-- WHAT IS REQUIRED --
Going through the data below, copy out each line where the word "dead" shows up.

-- SUPPLIED ENTRIES --
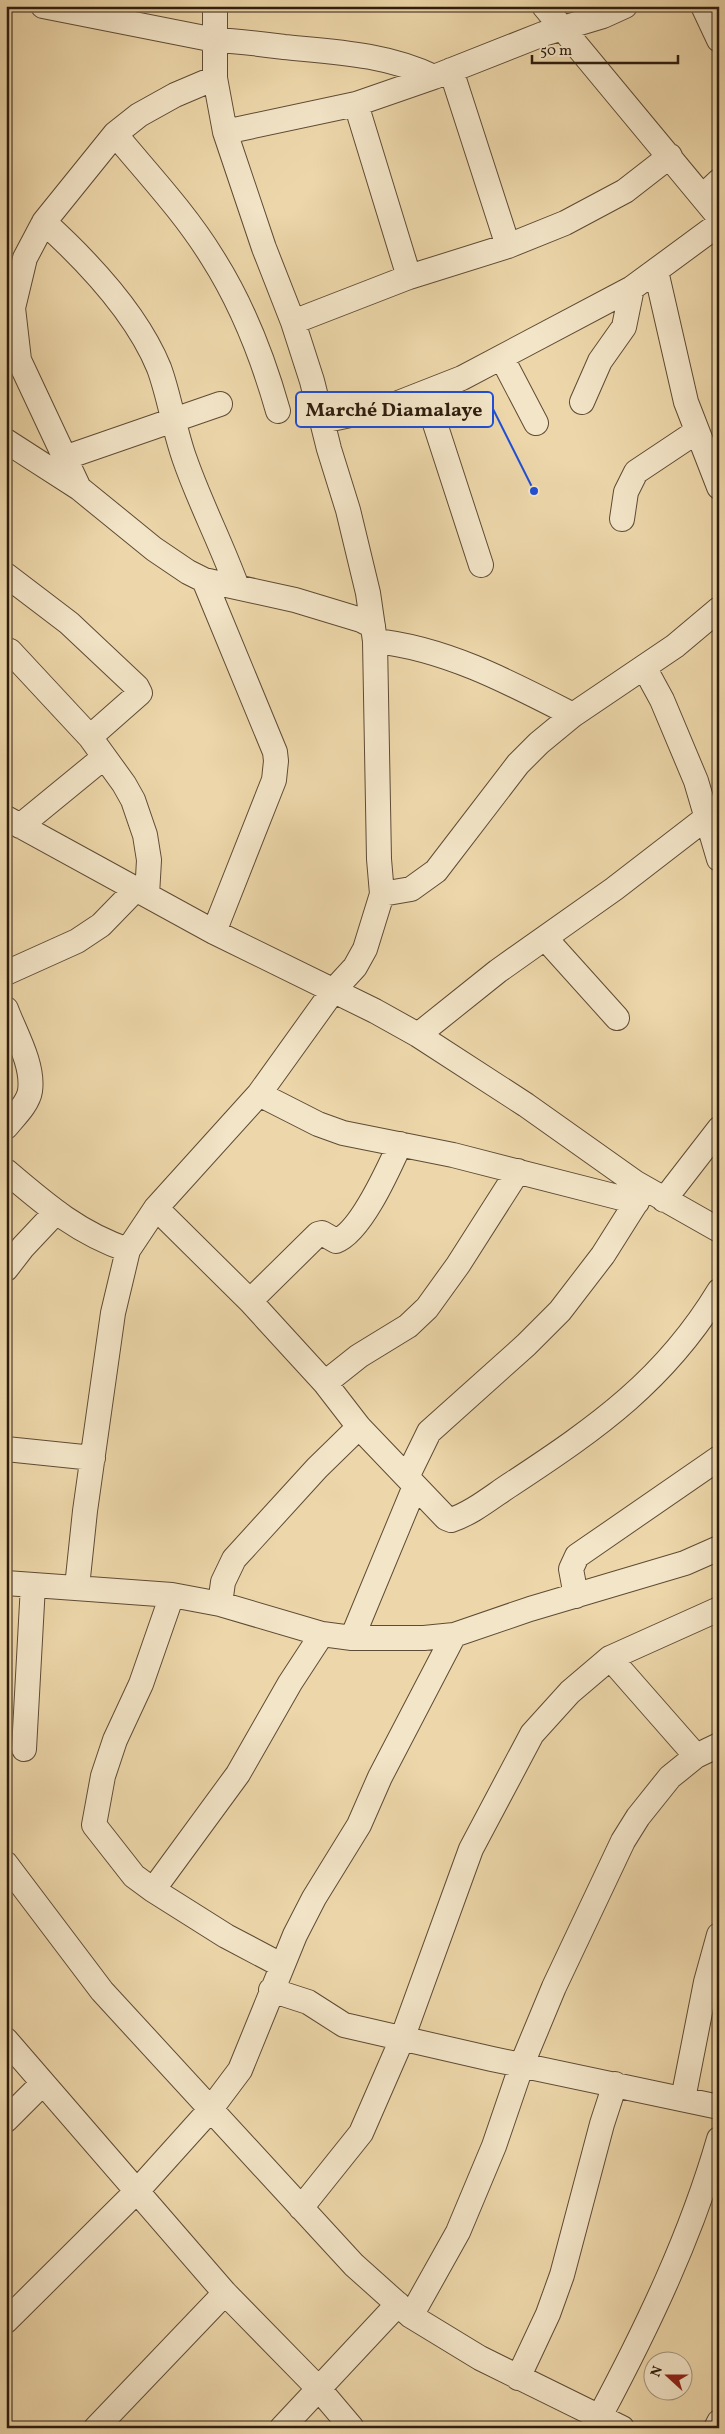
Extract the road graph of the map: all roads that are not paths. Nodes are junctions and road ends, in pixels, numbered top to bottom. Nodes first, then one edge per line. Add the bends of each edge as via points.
1 (43, 6) edge
2 (215, 6) edge
3 (544, 6) edge
4 (624, 6) edge
5 (704, 6) edge
6 (84, 11) edge
7 (563, 27) junction
8 (215, 40) junction
9 (719, 40) edge
10 (442, 73) junction
11 (215, 78) junction
12 (356, 104) junction
13 (224, 132) junction
14 (115, 134) junction
15 (670, 156) junction
16 (711, 188) edge
17 (719, 217) edge
18 (44, 222) junction
19 (719, 224) edge
20 (508, 246) junction
21 (656, 271) junction
22 (409, 277) junction
23 (632, 288) junction
24 (293, 322) junction
25 (502, 358) junction
26 (425, 393) junction
27 (582, 402) dead end
28 (220, 404) dead end
29 (278, 411) dead end
30 (172, 420) junction
31 (322, 420) junction
32 (536, 423) dead end
33 (696, 432) junction
34 (6, 441) edge
35 (64, 458) junction
36 (719, 487) edge
37 (79, 488) junction
38 (622, 519) dead end
39 (481, 565) dead end
40 (6, 575) edge
41 (204, 580) junction
42 (237, 587) junction
43 (718, 611) edge
44 (374, 633) junction
45 (10, 651) dead end
46 (644, 667) junction
47 (573, 715) junction
48 (90, 737) junction
49 (103, 758) junction
50 (713, 813) edge
51 (13, 822) edge
52 (719, 859) edge
53 (142, 892) junction
54 (382, 894) junction
55 (214, 932) junction
56 (545, 938) junction
57 (6, 973) edge
58 (333, 991) junction
59 (6, 1009) edge
60 (616, 1018) dead end
61 (418, 1035) junction
62 (259, 1094) junction
63 (6, 1126) edge
64 (719, 1130) edge
65 (400, 1144) junction
66 (6, 1171) edge
67 (518, 1171) junction
68 (649, 1197) junction
69 (156, 1208) junction
70 (55, 1213) junction
71 (719, 1230) edge
72 (128, 1250) junction
73 (6, 1269) edge
74 (719, 1291) edge
75 (250, 1301) junction
76 (325, 1383) junction
77 (359, 1427) junction
78 (6, 1449) edge
79 (93, 1458) junction
80 (719, 1458) edge
81 (411, 1481) junction
82 (719, 1548) edge
83 (6, 1584) edge
84 (33, 1585) junction
85 (77, 1587) junction
86 (172, 1595) junction
87 (576, 1596) junction
88 (220, 1604) junction
89 (719, 1609) edge
90 (322, 1634) junction
91 (454, 1635) junction
92 (352, 1638) junction
93 (610, 1658) junction
94 (719, 1745) edge
95 (24, 1749) dead end
96 (696, 1756) junction
97 (6, 1864) edge
98 (153, 1890) junction
99 (719, 1935) edge
100 (281, 1965) junction
101 (271, 1990) junction
102 (402, 2039) junction
103 (6, 2040) edge
104 (522, 2064) junction
105 (42, 2084) junction
106 (615, 2084) junction
107 (683, 2099) junction
108 (719, 2107) edge
109 (210, 2110) junction
110 (6, 2120) edge
111 (719, 2139) edge
112 (138, 2190) junction
113 (301, 2208) junction
114 (225, 2293) junction
115 (405, 2310) junction
116 (6, 2321) edge
117 (518, 2378) junction
118 (319, 2389) junction
119 (600, 2416) junction
120 (719, 2422) edge
121 (96, 2428) edge
122 (282, 2428) edge
123 (352, 2428) edge
124 (622, 2428) edge
125 (716, 2428) edge

1 - 6 street
2 - 8 street
3 - 7 street
4 - 7 street via 603,16
5 - 9 street
6 - 8 street
7 - 10 street
7 - 15 street
8 - 10 street via 351,53
8 - 11 street
10 - 12 street
10 - 20 street
11 - 13 street
11 - 14 street via 174,95 139,115
12 - 13 street
12 - 22 street
13 - 24 street
14 - 18 street
14 - 29 street via 213,257 262,358
15 - 16 street
15 - 20 street via 644,178 605,203
16 - 17 street
18 - 30 street via 86,264 132,321 158,366
18 - 35 street via 25,258 17,284 15,336 19,360
19 - 21 street
20 - 22 street
21 - 23 street
21 - 33 street via 680,378
22 - 24 street
23 - 25 street
23 - 27 street via 624,327 600,361
24 - 31 street
25 - 26 street
25 - 32 street
26 - 31 street via 388,407
26 - 39 street
28 - 30 street
30 - 35 street
30 - 42 street via 185,461
31 - 44 street via 356,543
33 - 36 street
33 - 38 street via 636,472 626,492
34 - 37 street
35 - 37 street
37 - 41 street via 154,549
40 - 48 street via 69,623 137,687 140,693
41 - 42 street
41 - 55 street via 267,731 276,761 274,780
42 - 44 street via 361,620
43 - 46 street
44 - 47 street via 483,671
44 - 54 street
45 - 48 street
46 - 47 street
46 - 50 street
47 - 54 street via 518,764 436,871 411,889
48 - 49 street
49 - 51 street
49 - 53 street via 124,784 139,816 149,860
50 - 52 street
50 - 56 street
51 - 53 street
53 - 55 street
53 - 57 street via 77,941
54 - 58 street via 365,949 355,967
55 - 58 street
56 - 60 street
56 - 61 street
58 - 61 street
58 - 62 street
59 - 63 street via 27,1068 30,1092 20,1111
61 - 68 street via 526,1105
62 - 65 street via 343,1133
62 - 69 street
64 - 68 street
65 - 67 street
65 - 75 street via 378,1190 346,1236 336,1241 318,1234
66 - 70 street
67 - 68 street
67 - 76 street via 427,1308 408,1326 359,1356
68 - 71 street
68 - 81 street via 560,1311 429,1432
69 - 72 street
69 - 75 street
70 - 72 street via 102,1241
70 - 73 street
72 - 79 street via 113,1313
74 - 81 street via 673,1356 638,1391 594,1427 481,1504 452,1520 446,1518
75 - 76 street
76 - 77 street
77 - 81 street
77 - 88 street via 234,1559 223,1582
78 - 79 street
79 - 85 street
80 - 87 street via 576,1556 571,1570
81 - 92 street
82 - 87 street via 685,1564
83 - 84 street
84 - 85 street
84 - 95 street
85 - 86 street
86 - 88 street
86 - 98 street via 141,1684 115,1740 94,1819 99,1833 122,1863
87 - 91 street
88 - 90 street
89 - 93 street
90 - 92 street
90 - 98 street via 238,1774
91 - 92 street via 406,1639
91 - 100 street via 359,1824 314,1898
93 - 96 street
93 - 102 street via 550,1712 532,1734 509,1774 471,1849
94 - 96 street
96 - 104 street via 670,1778 623,1841 554,1987
97 - 109 street via 102,1991
98 - 100 street via 226,1936
99 - 107 street via 706,1982
100 - 101 street
101 - 102 street via 308,2002 344,2025
101 - 109 street via 240,2070
102 - 104 street
102 - 113 street via 362,2134
103 - 105 street
104 - 106 street
104 - 115 street via 501,2128 458,2232
105 - 110 street
105 - 112 street
106 - 107 street
106 - 117 street via 562,2274 548,2314
107 - 108 street
109 - 112 street
109 - 113 street
111 - 119 street via 693,2221 642,2337
112 - 114 street
112 - 116 street
113 - 115 street via 354,2265
114 - 118 street
114 - 121 street
115 - 117 street
115 - 118 street
117 - 119 street
118 - 122 street
118 - 123 street
119 - 124 street
120 - 125 street

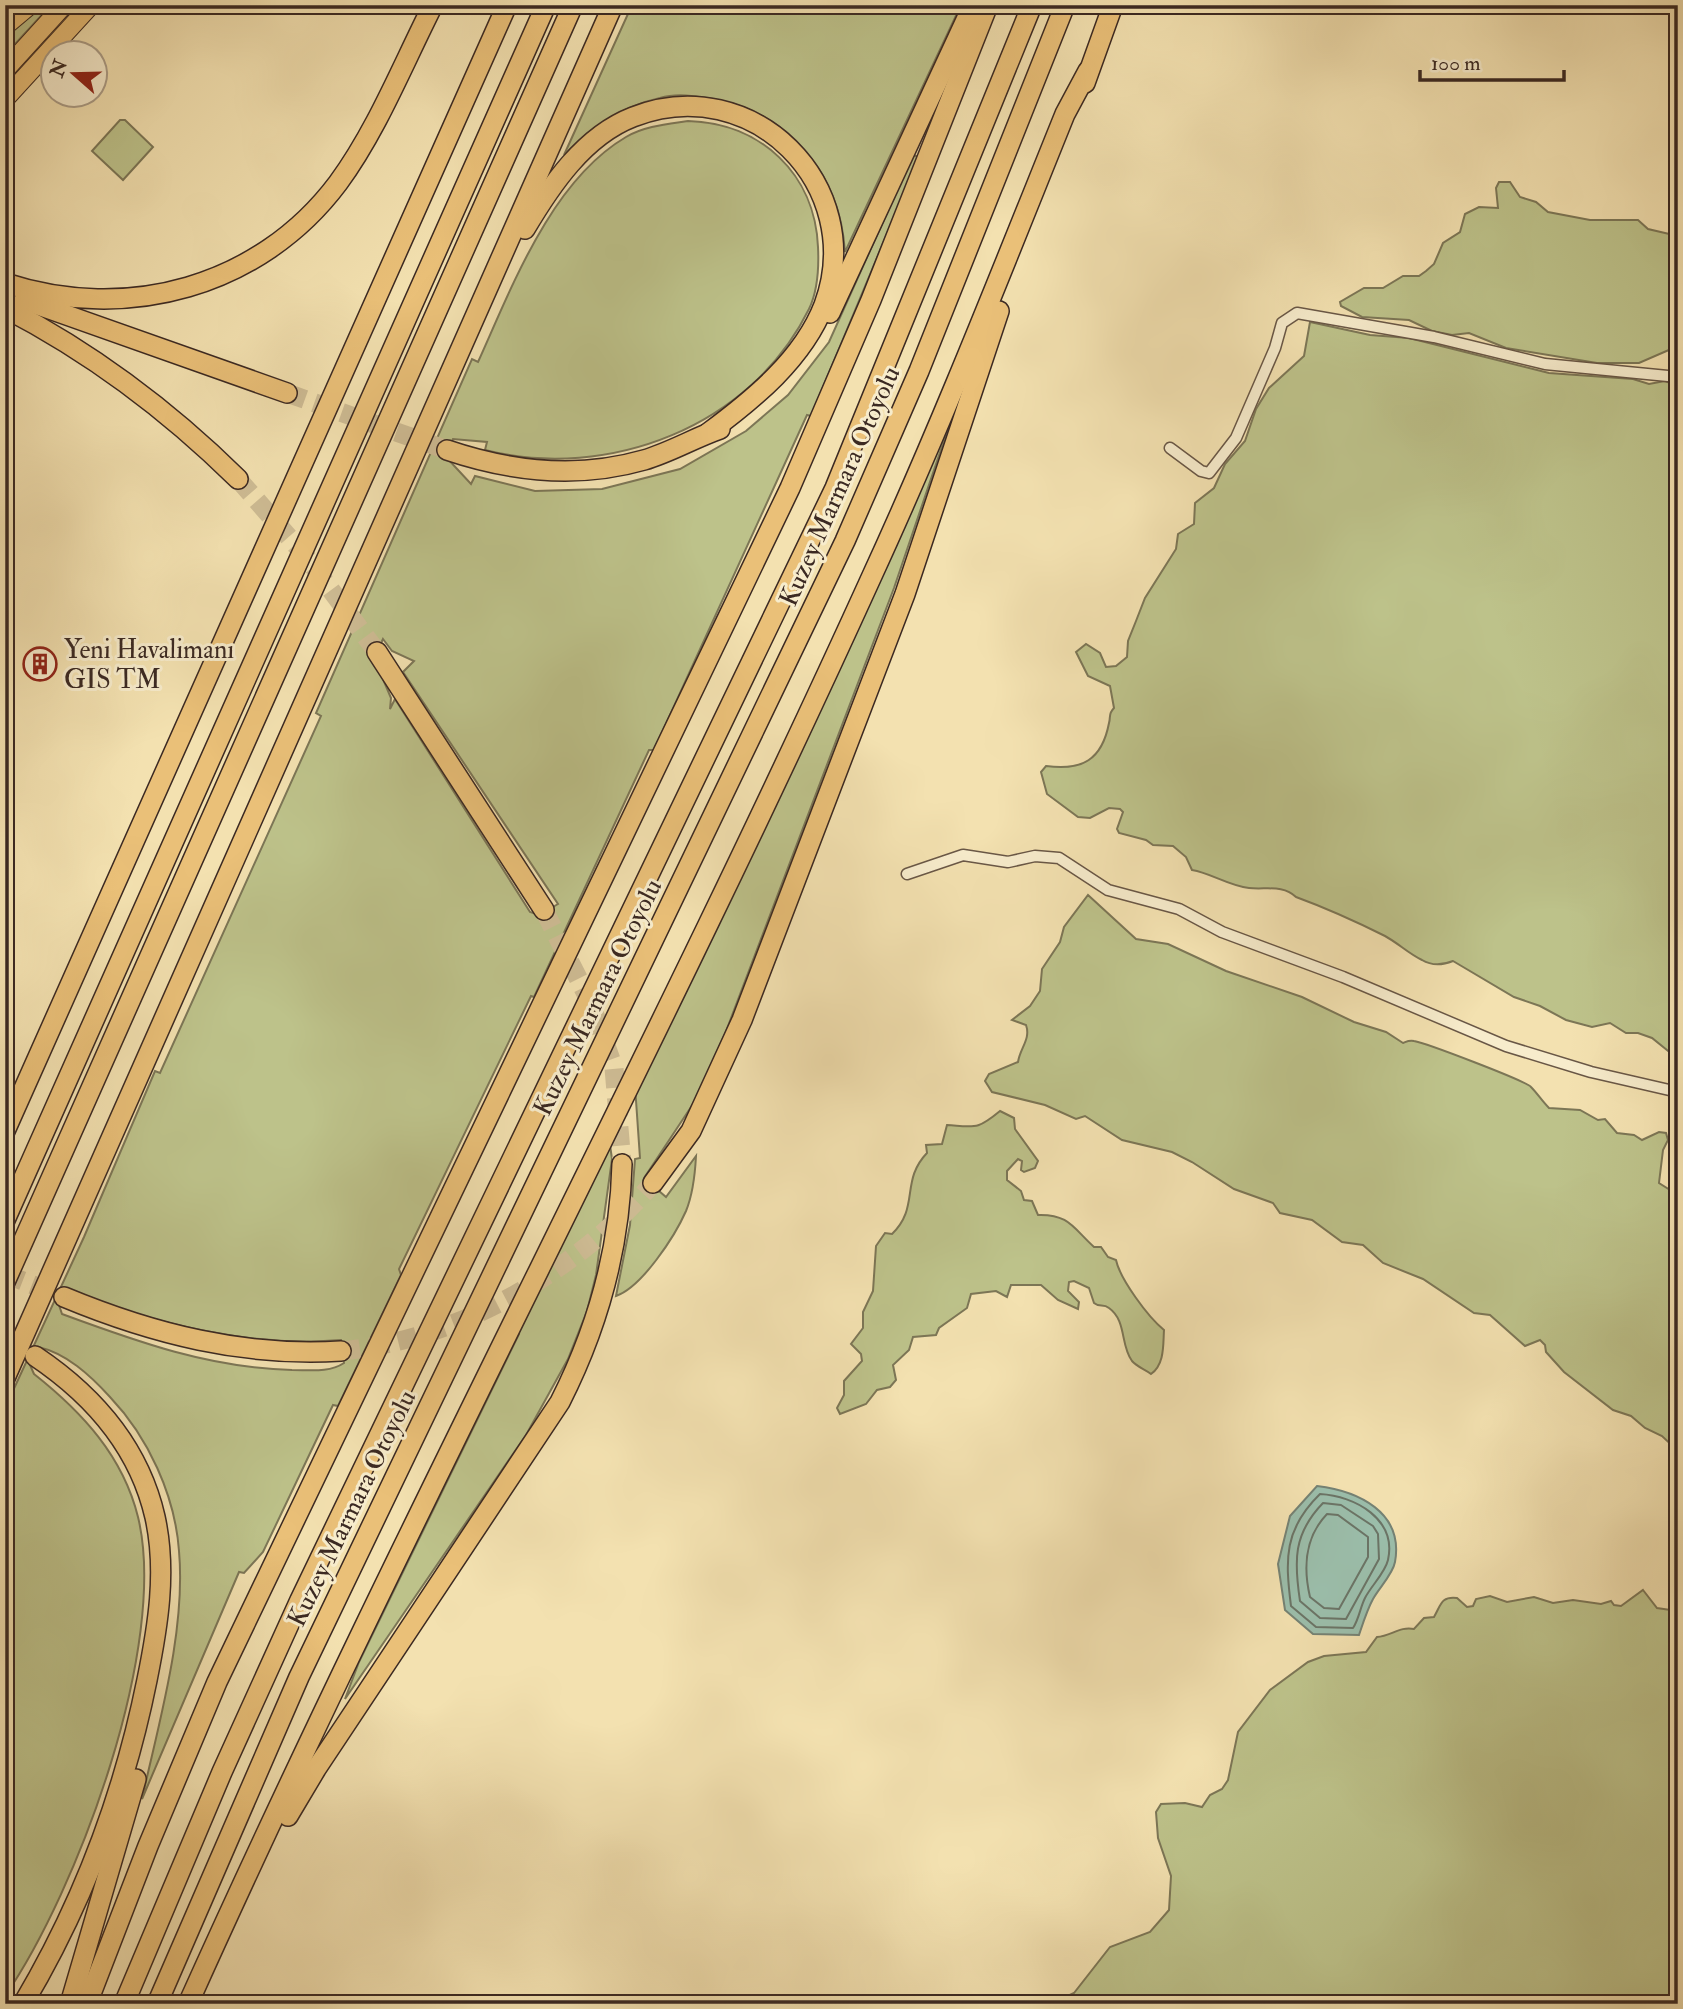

-- EXERCISE SOLUTION --
27 (582, 402) dead end
28 (220, 404) dead end
29 (278, 411) dead end
32 (536, 423) dead end
38 (622, 519) dead end
39 (481, 565) dead end
45 (10, 651) dead end
60 (616, 1018) dead end
95 (24, 1749) dead end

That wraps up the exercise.